Start of Block

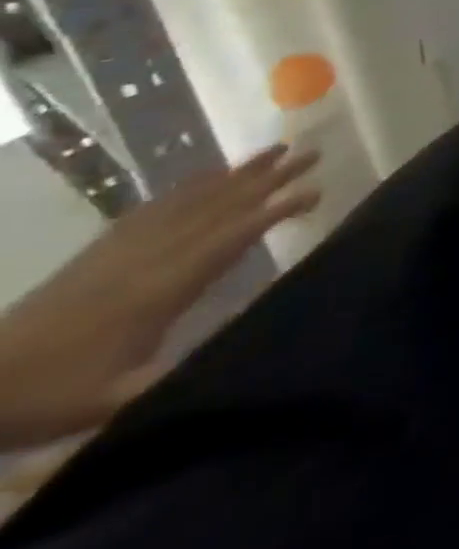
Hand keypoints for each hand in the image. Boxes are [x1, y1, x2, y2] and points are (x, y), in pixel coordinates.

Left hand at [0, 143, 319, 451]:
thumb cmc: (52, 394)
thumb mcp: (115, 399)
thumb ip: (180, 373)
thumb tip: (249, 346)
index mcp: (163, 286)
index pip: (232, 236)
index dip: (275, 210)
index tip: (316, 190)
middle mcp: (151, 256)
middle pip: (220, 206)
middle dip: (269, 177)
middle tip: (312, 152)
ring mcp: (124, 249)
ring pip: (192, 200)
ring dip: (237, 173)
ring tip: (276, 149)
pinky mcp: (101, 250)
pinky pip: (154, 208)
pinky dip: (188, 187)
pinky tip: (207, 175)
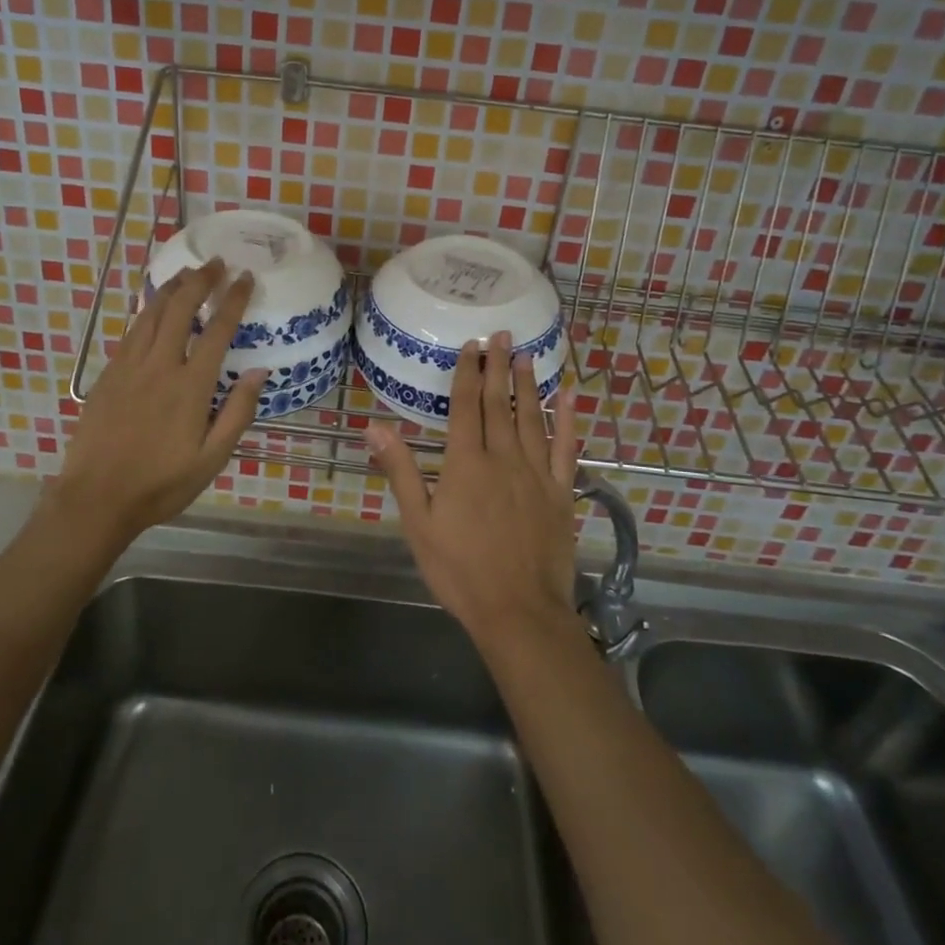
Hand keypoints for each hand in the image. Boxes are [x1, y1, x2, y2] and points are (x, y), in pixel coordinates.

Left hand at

End of Block
Start of Block

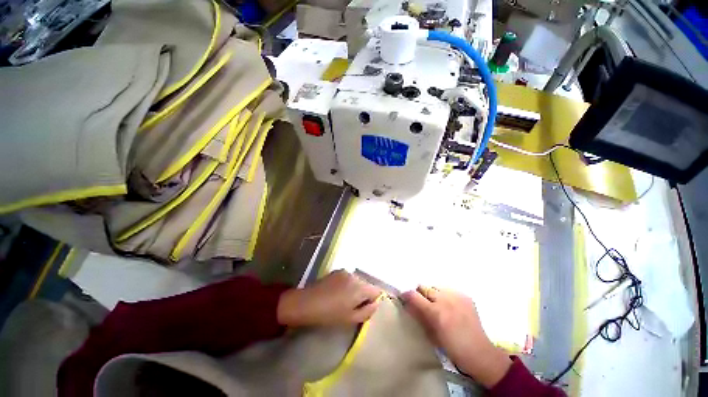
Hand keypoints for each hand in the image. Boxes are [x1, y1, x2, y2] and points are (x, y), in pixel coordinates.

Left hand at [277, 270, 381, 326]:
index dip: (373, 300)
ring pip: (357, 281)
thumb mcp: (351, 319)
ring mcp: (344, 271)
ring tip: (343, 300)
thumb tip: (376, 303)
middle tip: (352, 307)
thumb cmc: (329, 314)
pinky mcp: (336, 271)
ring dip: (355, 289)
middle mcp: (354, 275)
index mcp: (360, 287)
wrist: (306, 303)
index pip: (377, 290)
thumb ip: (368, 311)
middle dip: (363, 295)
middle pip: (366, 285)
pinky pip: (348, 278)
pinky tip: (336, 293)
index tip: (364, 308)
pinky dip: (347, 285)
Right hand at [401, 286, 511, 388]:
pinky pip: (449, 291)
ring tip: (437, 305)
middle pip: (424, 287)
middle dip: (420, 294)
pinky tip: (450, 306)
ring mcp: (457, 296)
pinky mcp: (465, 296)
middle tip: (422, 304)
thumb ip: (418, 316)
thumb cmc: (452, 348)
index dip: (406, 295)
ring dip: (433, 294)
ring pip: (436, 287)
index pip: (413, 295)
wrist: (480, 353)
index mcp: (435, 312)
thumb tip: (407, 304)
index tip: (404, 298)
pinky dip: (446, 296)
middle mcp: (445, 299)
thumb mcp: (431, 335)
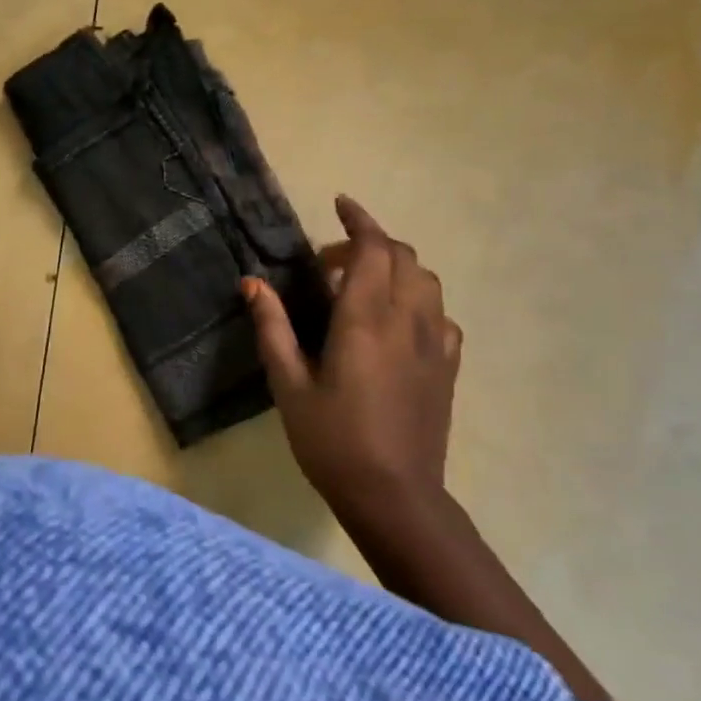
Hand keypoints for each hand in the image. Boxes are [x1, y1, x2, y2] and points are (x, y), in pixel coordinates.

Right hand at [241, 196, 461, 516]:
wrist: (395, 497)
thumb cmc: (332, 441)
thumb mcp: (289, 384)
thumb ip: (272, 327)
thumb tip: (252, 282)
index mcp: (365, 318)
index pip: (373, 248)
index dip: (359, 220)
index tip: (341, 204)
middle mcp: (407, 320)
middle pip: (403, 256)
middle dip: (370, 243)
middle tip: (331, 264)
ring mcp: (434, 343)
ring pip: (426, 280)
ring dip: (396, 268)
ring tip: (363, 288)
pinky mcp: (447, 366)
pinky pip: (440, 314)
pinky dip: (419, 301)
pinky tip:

End of Block
Start of Block

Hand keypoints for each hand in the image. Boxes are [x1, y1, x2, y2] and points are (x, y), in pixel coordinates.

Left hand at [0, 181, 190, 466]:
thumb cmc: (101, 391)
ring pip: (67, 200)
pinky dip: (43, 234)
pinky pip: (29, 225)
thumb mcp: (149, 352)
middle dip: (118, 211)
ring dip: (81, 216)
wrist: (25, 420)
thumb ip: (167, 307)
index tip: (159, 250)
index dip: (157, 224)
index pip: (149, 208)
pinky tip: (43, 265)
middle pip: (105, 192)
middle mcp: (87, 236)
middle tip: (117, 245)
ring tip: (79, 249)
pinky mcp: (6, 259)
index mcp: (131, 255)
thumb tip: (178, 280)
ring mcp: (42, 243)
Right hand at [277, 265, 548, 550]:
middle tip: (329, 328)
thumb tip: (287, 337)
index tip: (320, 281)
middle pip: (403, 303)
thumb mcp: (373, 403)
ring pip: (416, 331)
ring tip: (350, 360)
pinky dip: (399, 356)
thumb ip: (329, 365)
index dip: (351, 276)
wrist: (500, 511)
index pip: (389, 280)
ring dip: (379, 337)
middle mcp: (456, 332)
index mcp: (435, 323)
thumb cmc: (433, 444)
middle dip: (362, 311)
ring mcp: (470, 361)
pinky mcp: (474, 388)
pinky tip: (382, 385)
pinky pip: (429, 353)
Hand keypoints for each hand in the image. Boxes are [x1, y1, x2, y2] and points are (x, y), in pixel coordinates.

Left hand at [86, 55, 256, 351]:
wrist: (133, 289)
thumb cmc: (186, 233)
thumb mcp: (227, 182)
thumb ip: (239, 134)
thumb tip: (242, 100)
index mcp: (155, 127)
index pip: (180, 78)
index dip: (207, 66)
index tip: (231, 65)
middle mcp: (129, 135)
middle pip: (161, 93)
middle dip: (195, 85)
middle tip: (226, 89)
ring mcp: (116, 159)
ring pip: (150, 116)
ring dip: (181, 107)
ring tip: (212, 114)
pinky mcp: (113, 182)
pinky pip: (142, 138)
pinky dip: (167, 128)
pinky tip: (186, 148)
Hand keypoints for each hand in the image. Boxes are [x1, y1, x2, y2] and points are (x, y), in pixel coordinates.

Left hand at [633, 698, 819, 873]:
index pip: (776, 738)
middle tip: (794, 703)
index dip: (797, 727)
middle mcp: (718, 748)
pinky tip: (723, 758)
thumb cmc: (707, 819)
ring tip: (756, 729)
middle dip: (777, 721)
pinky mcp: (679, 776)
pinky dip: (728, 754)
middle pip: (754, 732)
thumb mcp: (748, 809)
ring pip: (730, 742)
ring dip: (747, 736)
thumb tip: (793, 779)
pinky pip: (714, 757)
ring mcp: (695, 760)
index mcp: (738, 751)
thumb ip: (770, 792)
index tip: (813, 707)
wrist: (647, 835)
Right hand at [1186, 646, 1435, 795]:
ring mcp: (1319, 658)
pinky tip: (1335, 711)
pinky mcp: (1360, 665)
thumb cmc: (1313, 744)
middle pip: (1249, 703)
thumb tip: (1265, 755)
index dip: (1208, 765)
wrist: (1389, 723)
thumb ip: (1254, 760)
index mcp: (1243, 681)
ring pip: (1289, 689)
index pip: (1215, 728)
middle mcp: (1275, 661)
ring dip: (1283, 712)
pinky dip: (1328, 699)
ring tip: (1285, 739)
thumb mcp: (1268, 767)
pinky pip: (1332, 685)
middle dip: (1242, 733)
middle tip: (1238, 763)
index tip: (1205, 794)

End of Block

* Exercise details: Each line above with the string "wrist" should be reported in full.

* Answer for the task:
wrist: (306, 303)
wrist: (480, 353)
wrist: (395, 497)
wrist: (25, 420)
wrist: (500, 511)
wrist: (133, 289)
wrist: (647, 835)
wrist: (1389, 723)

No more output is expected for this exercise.